- **REQUIRED ACTION**
Whatever the records contain, reproduce all of them exactly.

- **INPUT MATERIAL**
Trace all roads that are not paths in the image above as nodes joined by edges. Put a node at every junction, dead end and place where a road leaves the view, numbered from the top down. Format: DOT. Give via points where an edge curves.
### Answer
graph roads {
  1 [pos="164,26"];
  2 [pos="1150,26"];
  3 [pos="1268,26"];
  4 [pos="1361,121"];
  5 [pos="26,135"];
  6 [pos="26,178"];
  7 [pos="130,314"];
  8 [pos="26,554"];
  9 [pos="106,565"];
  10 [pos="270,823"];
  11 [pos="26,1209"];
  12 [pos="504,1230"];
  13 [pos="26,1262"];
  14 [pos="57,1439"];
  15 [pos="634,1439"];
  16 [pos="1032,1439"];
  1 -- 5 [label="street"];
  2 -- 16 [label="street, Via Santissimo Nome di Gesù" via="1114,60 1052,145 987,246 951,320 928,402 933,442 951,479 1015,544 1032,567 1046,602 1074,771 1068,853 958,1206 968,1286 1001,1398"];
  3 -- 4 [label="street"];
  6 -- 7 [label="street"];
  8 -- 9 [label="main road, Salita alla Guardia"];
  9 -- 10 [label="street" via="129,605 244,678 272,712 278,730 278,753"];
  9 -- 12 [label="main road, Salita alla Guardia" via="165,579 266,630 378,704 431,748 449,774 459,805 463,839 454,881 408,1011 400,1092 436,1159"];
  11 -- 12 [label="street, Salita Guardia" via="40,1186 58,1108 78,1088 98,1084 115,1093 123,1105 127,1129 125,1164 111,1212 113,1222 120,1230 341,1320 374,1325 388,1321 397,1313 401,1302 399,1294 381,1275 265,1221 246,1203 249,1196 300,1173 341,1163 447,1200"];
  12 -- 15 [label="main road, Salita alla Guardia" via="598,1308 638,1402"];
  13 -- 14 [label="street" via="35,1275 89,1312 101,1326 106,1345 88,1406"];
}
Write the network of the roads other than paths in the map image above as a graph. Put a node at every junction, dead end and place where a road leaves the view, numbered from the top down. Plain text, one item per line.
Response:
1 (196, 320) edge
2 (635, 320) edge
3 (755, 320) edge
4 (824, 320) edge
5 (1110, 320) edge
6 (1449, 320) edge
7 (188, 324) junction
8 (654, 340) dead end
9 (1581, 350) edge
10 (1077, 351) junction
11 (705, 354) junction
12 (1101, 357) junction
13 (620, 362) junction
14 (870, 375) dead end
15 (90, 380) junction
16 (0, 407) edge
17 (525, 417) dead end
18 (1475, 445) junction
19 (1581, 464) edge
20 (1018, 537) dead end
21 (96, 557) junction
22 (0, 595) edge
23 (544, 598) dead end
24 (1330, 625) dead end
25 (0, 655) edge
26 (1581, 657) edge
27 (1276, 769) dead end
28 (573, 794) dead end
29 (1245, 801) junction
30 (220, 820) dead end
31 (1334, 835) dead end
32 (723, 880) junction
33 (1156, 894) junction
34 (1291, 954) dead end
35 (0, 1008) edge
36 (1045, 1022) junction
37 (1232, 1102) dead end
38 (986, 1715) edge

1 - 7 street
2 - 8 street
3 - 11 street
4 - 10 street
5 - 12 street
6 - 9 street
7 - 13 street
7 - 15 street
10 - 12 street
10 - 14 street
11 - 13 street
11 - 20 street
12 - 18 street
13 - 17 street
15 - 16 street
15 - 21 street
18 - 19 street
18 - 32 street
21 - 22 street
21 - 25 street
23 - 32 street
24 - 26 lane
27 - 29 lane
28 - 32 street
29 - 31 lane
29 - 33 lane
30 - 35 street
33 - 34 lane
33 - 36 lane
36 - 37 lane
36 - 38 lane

- **WRITTEN ANSWER**
Trace all roads that are not paths in the image above as nodes joined by edges. Put a node at every junction, dead end and place where a road leaves the view, numbered from the top down. Format: DOT. Give via points where an edge curves.
### Answer
graph roads {
  1 [pos="164,26"];
  2 [pos="1150,26"];
  3 [pos="1268,26"];
  4 [pos="1361,121"];
  5 [pos="26,135"];
  6 [pos="26,178"];
  7 [pos="130,314"];
  8 [pos="26,554"];
  9 [pos="106,565"];
  10 [pos="270,823"];
  11 [pos="26,1209"];
  12 [pos="504,1230"];
  13 [pos="26,1262"];
  14 [pos="57,1439"];
  15 [pos="634,1439"];
  16 [pos="1032,1439"];
  1 -- 5 [label="street"];
  2 -- 16 [label="street, Via Santissimo Nome di Gesù" via="1114,60 1052,145 987,246 951,320 928,402 933,442 951,479 1015,544 1032,567 1046,602 1074,771 1068,853 958,1206 968,1286 1001,1398"];
  3 -- 4 [label="street"];
  6 -- 7 [label="street"];
  8 -- 9 [label="main road, Salita alla Guardia"];
  9 -- 10 [label="street" via="129,605 244,678 272,712 278,730 278,753"];
  9 -- 12 [label="main road, Salita alla Guardia" via="165,579 266,630 378,704 431,748 449,774 459,805 463,839 454,881 408,1011 400,1092 436,1159"];
  11 -- 12 [label="street, Salita Guardia" via="40,1186 58,1108 78,1088 98,1084 115,1093 123,1105 127,1129 125,1164 111,1212 113,1222 120,1230 341,1320 374,1325 388,1321 397,1313 401,1302 399,1294 381,1275 265,1221 246,1203 249,1196 300,1173 341,1163 447,1200"];
  12 -- 15 [label="main road, Salita alla Guardia" via="598,1308 638,1402"];
  13 -- 14 [label="street" via="35,1275 89,1312 101,1326 106,1345 88,1406"];
}
Write the network of the roads other than paths in the map image above as a graph. Put a node at every junction, dead end and place where a road leaves the view, numbered from the top down. Plain text, one item per line.
Response:
1 (196, 320) edge
2 (635, 320) edge
3 (755, 320) edge
4 (824, 320) edge
5 (1110, 320) edge
6 (1449, 320) edge
7 (188, 324) junction
8 (654, 340) dead end
9 (1581, 350) edge
10 (1077, 351) junction
11 (705, 354) junction
12 (1101, 357) junction
13 (620, 362) junction
14 (870, 375) dead end
15 (90, 380) junction
16 (0, 407) edge
17 (525, 417) dead end
18 (1475, 445) junction
19 (1581, 464) edge
20 (1018, 537) dead end
21 (96, 557) junction
22 (0, 595) edge
23 (544, 598) dead end
24 (1330, 625) dead end
25 (0, 655) edge
26 (1581, 657) edge
27 (1276, 769) dead end
28 (573, 794) dead end
29 (1245, 801) junction
30 (220, 820) dead end
31 (1334, 835) dead end
32 (723, 880) junction
33 (1156, 894) junction
34 (1291, 954) dead end
35 (0, 1008) edge
36 (1045, 1022) junction
37 (1232, 1102) dead end
38 (986, 1715) edge

1 - 7 street
2 - 8 street
3 - 11 street
4 - 10 street
5 - 12 street
6 - 9 street
7 - 13 street
7 - 15 street
10 - 12 street
10 - 14 street
11 - 13 street
11 - 20 street
12 - 18 street
13 - 17 street
15 - 16 street
15 - 21 street
18 - 19 street
18 - 32 street
21 - 22 street
21 - 25 street
23 - 32 street
24 - 26 lane
27 - 29 lane
28 - 32 street
29 - 31 lane
29 - 33 lane
30 - 35 street
33 - 34 lane
33 - 36 lane
36 - 37 lane
36 - 38 lane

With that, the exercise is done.